> **Your assignment**: Of all the lines in the material, count those containing the string "Santana" and write only the resulting number.

***

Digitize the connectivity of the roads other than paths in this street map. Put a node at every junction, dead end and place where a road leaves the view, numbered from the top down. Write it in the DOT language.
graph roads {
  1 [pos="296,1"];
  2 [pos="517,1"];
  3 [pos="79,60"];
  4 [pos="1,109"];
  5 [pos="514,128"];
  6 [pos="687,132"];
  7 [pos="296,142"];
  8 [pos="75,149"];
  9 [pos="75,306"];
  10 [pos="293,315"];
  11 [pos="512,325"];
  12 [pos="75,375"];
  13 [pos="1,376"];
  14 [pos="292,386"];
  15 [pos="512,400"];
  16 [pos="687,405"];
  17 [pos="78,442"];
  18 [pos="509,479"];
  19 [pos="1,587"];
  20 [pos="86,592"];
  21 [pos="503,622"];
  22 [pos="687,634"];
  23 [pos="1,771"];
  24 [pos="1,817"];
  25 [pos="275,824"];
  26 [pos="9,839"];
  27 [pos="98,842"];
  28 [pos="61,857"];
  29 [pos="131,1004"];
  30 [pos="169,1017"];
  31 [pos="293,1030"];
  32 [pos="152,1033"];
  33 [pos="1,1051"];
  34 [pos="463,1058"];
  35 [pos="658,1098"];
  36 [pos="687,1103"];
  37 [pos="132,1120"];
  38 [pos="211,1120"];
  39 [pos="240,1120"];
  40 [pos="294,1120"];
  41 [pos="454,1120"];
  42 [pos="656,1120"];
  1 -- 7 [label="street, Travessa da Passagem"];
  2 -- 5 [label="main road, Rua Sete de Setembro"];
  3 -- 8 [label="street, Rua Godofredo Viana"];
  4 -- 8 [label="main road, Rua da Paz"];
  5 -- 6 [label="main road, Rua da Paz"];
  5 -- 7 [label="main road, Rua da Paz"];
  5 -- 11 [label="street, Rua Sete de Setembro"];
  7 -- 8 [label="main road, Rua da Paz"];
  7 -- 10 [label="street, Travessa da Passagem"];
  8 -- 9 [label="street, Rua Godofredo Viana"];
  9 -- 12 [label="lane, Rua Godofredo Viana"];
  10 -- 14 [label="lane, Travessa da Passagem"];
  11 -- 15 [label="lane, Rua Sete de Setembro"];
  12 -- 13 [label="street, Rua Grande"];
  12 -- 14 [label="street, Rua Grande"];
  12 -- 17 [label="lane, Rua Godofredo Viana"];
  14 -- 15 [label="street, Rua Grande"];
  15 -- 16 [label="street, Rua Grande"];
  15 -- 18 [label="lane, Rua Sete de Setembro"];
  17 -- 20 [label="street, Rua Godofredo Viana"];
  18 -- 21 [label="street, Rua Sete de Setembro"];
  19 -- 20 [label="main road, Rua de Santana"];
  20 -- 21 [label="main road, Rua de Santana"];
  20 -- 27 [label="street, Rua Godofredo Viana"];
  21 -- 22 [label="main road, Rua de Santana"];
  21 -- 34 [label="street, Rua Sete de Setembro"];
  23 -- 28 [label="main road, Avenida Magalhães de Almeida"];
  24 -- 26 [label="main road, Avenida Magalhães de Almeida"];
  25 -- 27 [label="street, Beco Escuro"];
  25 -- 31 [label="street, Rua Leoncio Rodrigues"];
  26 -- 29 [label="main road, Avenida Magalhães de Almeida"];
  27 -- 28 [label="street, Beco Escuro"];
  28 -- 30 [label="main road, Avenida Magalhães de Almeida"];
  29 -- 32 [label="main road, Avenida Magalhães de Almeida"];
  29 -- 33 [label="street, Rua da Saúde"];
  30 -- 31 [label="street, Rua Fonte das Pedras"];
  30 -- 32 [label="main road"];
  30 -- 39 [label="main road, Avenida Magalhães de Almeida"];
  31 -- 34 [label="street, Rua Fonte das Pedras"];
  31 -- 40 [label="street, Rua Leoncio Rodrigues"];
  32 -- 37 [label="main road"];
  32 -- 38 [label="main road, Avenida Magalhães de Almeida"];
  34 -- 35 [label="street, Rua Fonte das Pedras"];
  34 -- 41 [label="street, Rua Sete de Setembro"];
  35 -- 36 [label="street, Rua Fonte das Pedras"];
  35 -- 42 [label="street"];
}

***

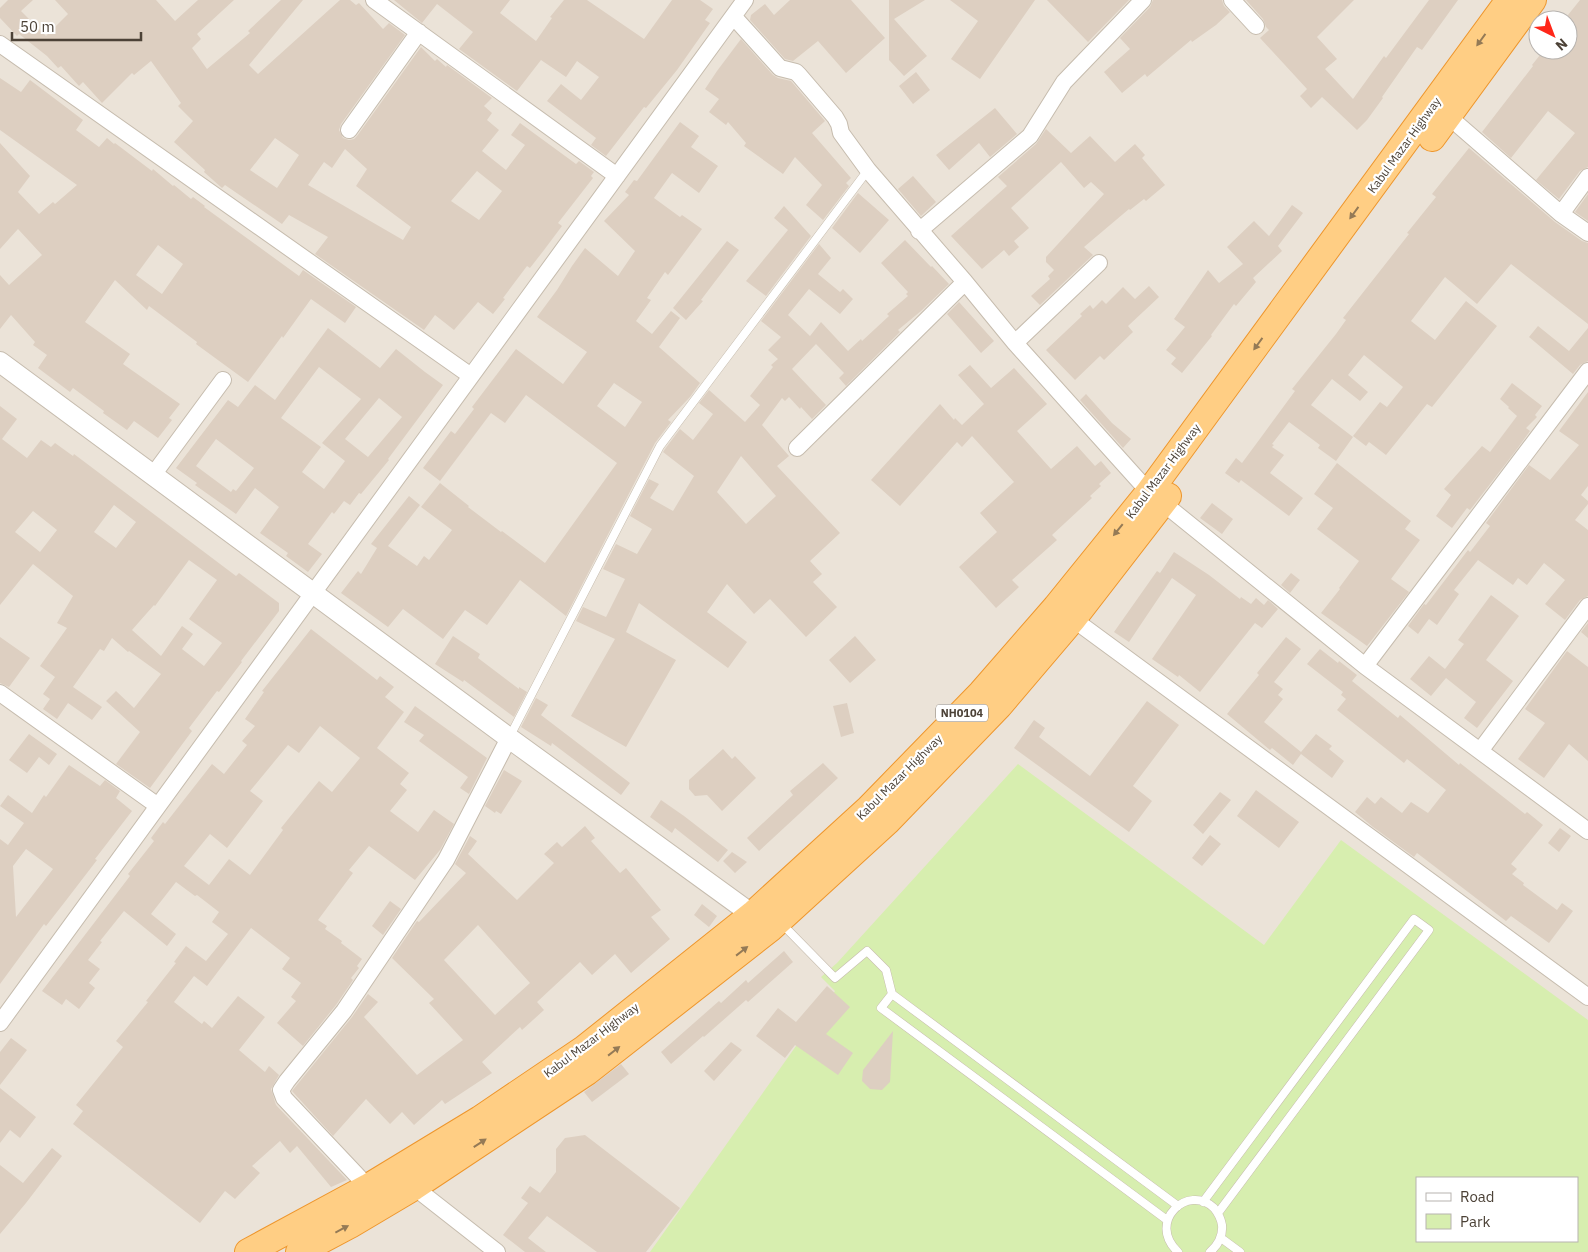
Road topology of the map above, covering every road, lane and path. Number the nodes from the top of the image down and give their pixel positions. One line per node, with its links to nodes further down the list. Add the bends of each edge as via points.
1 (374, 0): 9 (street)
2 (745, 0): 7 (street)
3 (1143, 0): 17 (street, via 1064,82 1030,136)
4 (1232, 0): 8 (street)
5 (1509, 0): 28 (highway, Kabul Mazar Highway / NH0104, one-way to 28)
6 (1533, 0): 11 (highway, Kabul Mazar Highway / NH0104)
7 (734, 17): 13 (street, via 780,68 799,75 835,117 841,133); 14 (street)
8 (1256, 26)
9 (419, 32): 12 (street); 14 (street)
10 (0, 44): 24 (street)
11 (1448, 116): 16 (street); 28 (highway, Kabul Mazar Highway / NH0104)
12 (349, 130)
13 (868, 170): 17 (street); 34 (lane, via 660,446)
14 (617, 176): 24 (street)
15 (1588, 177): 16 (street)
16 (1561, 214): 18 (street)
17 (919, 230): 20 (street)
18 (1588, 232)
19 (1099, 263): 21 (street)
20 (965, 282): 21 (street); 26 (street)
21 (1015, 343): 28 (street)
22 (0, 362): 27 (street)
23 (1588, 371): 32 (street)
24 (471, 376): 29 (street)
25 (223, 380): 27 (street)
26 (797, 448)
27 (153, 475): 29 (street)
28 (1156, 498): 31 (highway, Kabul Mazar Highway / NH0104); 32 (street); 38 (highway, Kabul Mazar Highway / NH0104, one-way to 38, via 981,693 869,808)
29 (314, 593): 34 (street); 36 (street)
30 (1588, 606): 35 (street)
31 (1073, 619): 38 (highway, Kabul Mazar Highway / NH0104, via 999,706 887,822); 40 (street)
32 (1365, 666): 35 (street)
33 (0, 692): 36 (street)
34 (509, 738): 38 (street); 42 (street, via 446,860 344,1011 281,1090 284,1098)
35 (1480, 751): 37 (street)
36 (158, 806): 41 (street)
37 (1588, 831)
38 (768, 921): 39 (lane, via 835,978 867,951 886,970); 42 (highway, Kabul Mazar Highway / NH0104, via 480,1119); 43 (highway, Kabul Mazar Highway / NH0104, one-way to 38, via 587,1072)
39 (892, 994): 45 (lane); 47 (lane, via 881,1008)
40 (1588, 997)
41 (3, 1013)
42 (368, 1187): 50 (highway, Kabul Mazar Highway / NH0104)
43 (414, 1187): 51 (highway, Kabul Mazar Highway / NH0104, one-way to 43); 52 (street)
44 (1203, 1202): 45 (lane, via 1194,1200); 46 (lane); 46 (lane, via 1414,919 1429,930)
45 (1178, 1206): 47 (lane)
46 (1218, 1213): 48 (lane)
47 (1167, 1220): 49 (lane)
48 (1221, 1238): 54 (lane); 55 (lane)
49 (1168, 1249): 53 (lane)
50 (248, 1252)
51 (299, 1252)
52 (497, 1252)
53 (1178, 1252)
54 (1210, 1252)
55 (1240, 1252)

***

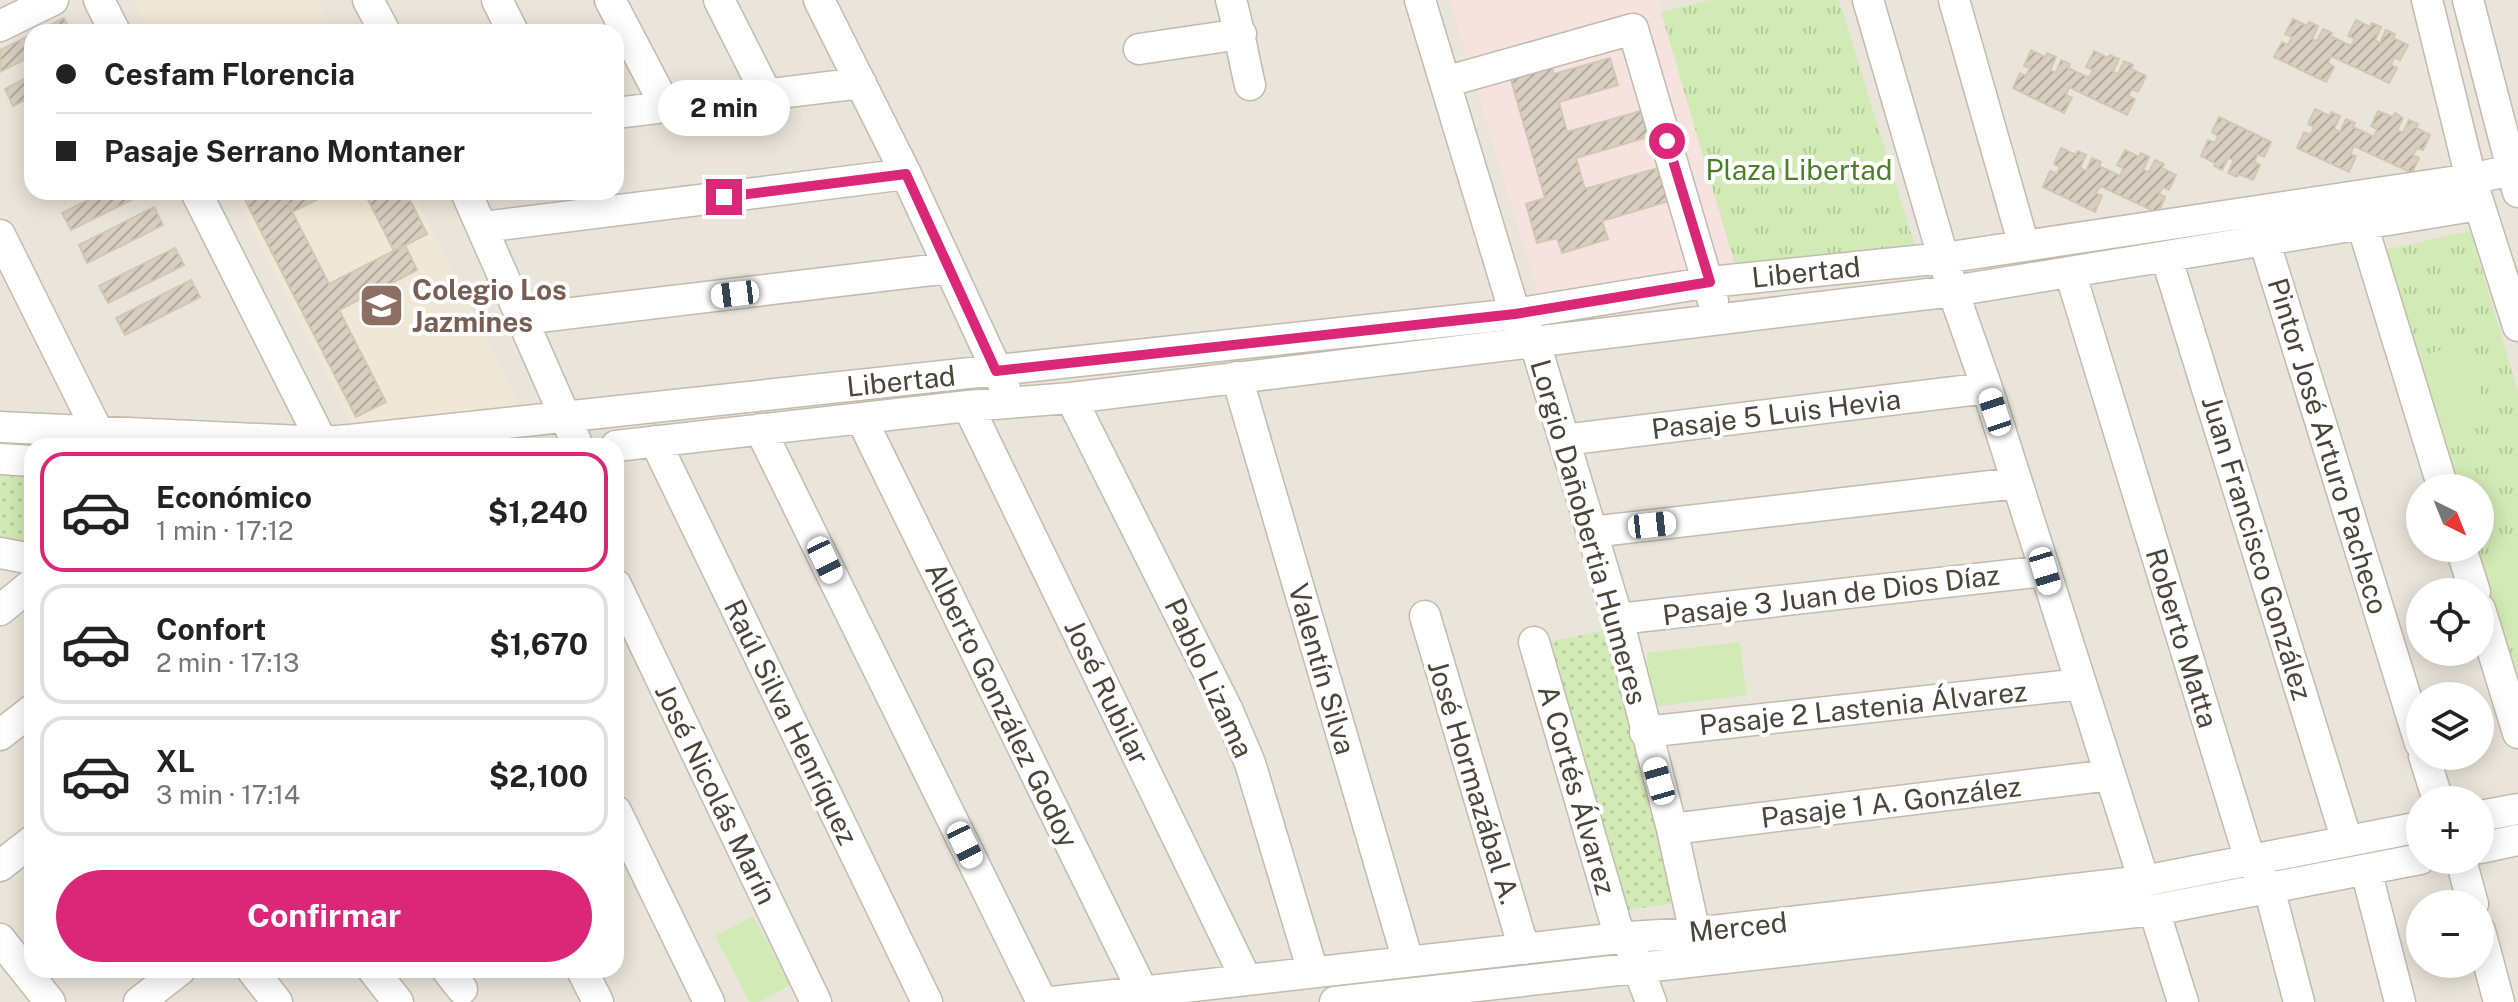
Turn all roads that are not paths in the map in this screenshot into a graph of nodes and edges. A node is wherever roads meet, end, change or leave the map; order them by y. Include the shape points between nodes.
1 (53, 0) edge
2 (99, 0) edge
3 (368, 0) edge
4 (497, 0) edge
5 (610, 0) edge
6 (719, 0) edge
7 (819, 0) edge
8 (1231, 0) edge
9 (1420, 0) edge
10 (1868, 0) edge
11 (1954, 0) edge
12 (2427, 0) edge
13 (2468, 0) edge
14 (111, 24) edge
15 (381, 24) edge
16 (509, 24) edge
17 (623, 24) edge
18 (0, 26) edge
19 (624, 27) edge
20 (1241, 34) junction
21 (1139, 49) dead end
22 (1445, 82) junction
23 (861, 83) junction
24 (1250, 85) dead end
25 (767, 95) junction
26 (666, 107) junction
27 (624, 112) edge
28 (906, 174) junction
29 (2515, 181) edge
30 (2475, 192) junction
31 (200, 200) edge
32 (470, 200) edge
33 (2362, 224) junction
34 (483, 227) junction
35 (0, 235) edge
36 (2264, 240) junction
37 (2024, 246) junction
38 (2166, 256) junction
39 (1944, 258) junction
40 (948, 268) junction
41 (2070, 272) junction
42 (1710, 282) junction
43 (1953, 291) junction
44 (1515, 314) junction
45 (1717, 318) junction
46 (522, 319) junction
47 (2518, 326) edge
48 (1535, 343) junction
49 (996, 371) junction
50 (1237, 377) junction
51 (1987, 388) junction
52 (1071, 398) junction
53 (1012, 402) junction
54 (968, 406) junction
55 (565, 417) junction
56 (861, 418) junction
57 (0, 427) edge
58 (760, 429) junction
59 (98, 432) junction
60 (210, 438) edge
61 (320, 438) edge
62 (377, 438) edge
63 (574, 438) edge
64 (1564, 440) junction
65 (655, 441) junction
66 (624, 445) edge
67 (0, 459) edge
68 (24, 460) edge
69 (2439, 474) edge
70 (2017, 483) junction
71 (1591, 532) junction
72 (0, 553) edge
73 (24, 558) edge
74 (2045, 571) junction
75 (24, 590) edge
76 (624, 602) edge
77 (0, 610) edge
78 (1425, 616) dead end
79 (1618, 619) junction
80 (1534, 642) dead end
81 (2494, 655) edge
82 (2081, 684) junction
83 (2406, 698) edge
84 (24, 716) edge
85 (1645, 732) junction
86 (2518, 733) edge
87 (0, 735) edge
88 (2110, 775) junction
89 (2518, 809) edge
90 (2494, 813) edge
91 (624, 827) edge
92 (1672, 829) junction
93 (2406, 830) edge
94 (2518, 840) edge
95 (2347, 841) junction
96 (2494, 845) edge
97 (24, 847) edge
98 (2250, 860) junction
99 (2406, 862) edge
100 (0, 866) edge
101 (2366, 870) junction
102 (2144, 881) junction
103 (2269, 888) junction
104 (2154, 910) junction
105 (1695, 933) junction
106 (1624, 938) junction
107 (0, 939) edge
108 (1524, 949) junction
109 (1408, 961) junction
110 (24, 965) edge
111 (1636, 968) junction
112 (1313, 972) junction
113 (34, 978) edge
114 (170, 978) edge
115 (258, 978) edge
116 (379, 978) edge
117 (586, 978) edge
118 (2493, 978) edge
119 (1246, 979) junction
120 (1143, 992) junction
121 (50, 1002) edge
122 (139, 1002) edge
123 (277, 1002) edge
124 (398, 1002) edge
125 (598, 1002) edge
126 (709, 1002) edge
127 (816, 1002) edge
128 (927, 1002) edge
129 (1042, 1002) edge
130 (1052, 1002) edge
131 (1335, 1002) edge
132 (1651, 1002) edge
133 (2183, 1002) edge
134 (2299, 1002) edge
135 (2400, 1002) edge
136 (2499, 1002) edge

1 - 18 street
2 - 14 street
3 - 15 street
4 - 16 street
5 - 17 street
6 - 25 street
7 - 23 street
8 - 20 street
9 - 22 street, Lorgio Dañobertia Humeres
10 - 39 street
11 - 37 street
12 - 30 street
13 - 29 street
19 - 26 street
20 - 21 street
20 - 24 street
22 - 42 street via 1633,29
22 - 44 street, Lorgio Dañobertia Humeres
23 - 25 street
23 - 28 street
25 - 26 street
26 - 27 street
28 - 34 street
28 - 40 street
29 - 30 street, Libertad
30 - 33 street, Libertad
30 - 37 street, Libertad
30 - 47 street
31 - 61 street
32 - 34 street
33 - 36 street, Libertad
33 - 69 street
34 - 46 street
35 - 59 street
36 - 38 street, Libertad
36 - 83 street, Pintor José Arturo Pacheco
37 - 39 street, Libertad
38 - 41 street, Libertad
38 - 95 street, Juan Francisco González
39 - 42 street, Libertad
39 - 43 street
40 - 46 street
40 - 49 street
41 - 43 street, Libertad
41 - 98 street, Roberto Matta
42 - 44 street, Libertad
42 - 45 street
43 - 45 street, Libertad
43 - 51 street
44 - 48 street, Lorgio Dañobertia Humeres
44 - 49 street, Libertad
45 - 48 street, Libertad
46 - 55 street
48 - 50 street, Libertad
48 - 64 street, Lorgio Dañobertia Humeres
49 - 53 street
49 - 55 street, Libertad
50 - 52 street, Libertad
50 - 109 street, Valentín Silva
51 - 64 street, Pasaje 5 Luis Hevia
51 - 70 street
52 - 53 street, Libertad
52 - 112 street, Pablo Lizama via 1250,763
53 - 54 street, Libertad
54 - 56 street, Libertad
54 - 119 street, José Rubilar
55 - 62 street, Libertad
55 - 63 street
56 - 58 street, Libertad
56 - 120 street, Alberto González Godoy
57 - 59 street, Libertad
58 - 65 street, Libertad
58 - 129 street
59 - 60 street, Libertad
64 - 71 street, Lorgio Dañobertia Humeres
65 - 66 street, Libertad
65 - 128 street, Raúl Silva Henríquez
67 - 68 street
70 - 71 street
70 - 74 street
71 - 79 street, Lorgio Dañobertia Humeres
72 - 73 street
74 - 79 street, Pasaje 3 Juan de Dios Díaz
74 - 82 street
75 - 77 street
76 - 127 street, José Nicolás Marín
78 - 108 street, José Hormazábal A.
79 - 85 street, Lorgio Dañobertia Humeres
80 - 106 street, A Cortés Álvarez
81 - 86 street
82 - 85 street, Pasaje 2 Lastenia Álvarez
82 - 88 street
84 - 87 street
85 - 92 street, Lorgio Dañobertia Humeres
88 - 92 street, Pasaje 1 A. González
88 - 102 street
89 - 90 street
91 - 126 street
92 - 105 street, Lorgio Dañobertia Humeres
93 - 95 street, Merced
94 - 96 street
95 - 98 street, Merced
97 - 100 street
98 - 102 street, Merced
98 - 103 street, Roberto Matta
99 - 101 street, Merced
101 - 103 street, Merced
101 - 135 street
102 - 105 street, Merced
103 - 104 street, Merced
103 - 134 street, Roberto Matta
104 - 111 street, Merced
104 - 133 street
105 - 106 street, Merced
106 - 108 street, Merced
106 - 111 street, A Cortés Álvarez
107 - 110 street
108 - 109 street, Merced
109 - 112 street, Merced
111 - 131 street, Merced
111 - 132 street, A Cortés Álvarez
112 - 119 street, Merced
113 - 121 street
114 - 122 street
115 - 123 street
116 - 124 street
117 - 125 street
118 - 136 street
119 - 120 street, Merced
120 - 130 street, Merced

***

> **Output of the task**: 3